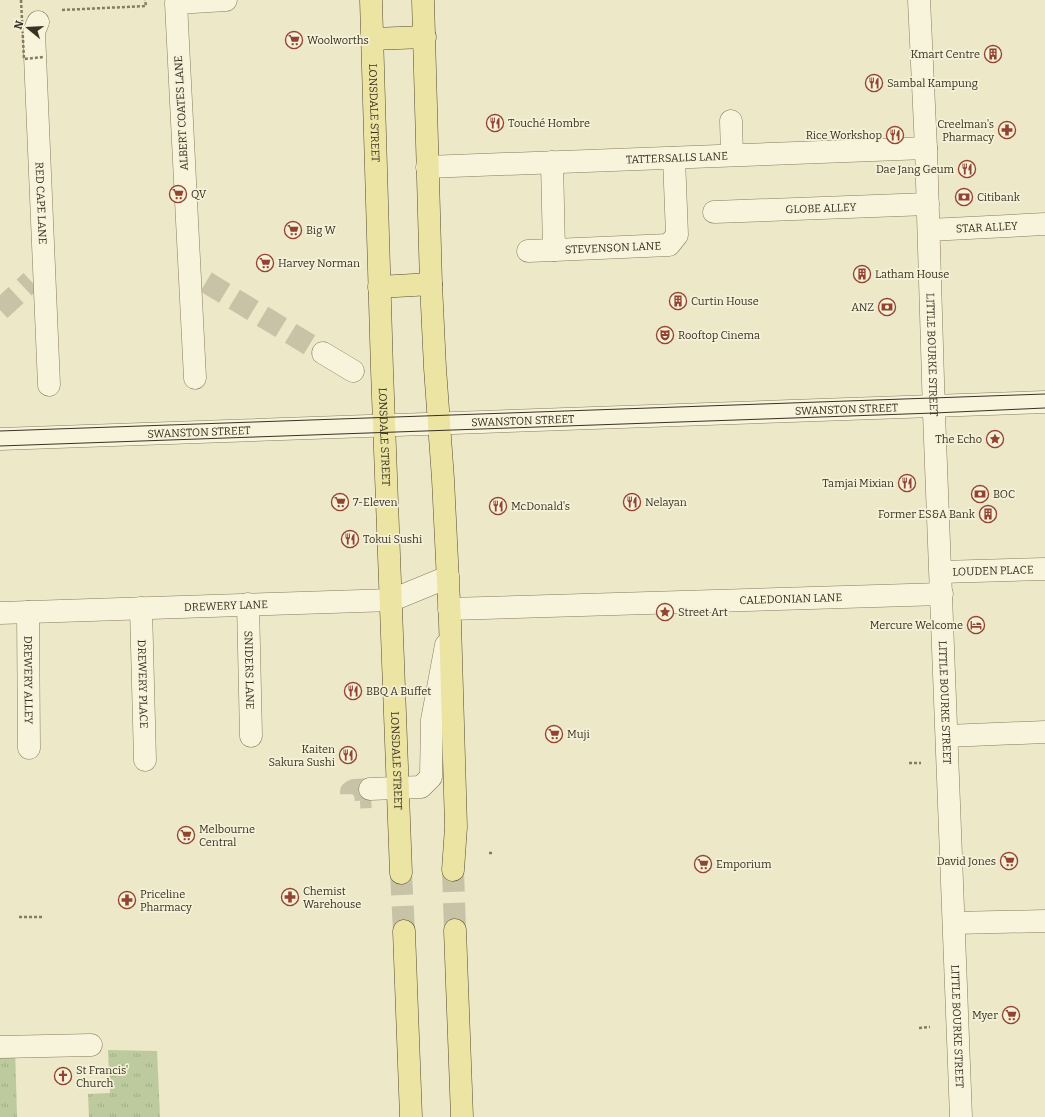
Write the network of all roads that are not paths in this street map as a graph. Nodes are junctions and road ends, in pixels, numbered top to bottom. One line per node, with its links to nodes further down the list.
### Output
1 (226, 0): 24 (street, ALBERT COATES LANE)
2 (371, 0): 7 (main road, LONSDALE STREET)
3 (423, 0): 6 (main road)
4 (919, 0): 9 (street, LITTLE BOURKE STREET)
5 (38, 22): 25 (street, RED CAPE LANE)
6 (424, 37): 7 (main road); 13 (main road)
7 (372, 39): 21 (main road, LONSDALE STREET)
8 (731, 121): 10 (street)
9 (926, 148): 10 (street, TATTERSALLS LANE); 14 (street, LITTLE BOURKE STREET)
10 (732, 155): 11 (street, TATTERSALLS LANE)
11 (674, 158): 12 (street, TATTERSALLS LANE); 18 (street, STEVENSON LANE)
12 (552, 162): 13 (street, TATTERSALLS LANE); 18 (street, STEVENSON LANE)
13 (427, 166): 20 (main road)
14 (928, 204): 15 (street, GLOBE ALLEY); 17 (street, LITTLE BOURKE STREET)
15 (714, 212)
16 (1045, 224): 17 (street, STAR ALLEY)
17 (929, 230): 27 (street, LITTLE BOURKE STREET)
18 (554, 250): 19 (street)
19 (528, 251)
20 (431, 284): 21 (main road); 28 (main road)
21 (379, 287): 29 (main road, LONSDALE STREET)
22 (323, 353): 23 (street)
23 (353, 371)
24 (194, 378)
25 (49, 385)
26 (1045, 402): 27 (street, SWANSTON STREET)
27 (934, 406): 28 (street, SWANSTON STREET); 32 (street, LITTLE BOURKE STREET)
28 (439, 423): 29 (street, SWANSTON STREET); 33 (main road)
29 (384, 425): 30 (street, SWANSTON STREET); 35 (main road, LONSDALE STREET)
30 (0, 439)
31 (1045, 569): 32 (street, LOUDEN PLACE)
32 (941, 572): 34 (street, LITTLE BOURKE STREET)
33 (448, 577): 35 (street, DREWERY LANE); 40 (main road)
34 (942, 594): 40 (street, CALEDONIAN LANE); 43 (street, LITTLE BOURKE STREET)
35 (392, 600): 36 (street, DREWERY LANE); 46 (main road, LONSDALE STREET)
36 (248, 604): 37 (street, DREWERY LANE); 42 (street, SNIDERS LANE)
37 (141, 608): 38 (street, DREWERY LANE); 45 (street, DREWERY PLACE)
38 (28, 612): 39 (street, DREWERY LANE); 44 (street, DREWERY ALLEY)
39 (0, 613)
40 (450, 616): 46 (street); 48 (main road)
41 (1045, 732): 43 (street)
42 (251, 736)
43 (947, 736): 51 (street, LITTLE BOURKE STREET)
44 (30, 748)
45 (146, 760)
46 (399, 787): 47 (street); 49 (main road, LONSDALE STREET)
47 (370, 790)
48 (453, 870)
49 (401, 873)
50 (1045, 921): 51 (street)
51 (954, 923): 58 (street, LITTLE BOURKE STREET)
52 (455, 930): 57 (main road)
53 (404, 931): 56 (main road)
54 (91, 1045): 55 (street)
55 (0, 1047)
56 (411, 1117)
57 (462, 1117)
58 (961, 1117)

========================================

Show all lines in the records above that hold "BOURKE".

- [EXPECTED OUTPUT]
4 (919, 0): 9 (street, LITTLE BOURKE STREET)
9 (926, 148): 10 (street, TATTERSALLS LANE); 14 (street, LITTLE BOURKE STREET)
14 (928, 204): 15 (street, GLOBE ALLEY); 17 (street, LITTLE BOURKE STREET)
17 (929, 230): 27 (street, LITTLE BOURKE STREET)
27 (934, 406): 28 (street, SWANSTON STREET); 32 (street, LITTLE BOURKE STREET)
32 (941, 572): 34 (street, LITTLE BOURKE STREET)
34 (942, 594): 40 (street, CALEDONIAN LANE); 43 (street, LITTLE BOURKE STREET)
43 (947, 736): 51 (street, LITTLE BOURKE STREET)
51 (954, 923): 58 (street, LITTLE BOURKE STREET)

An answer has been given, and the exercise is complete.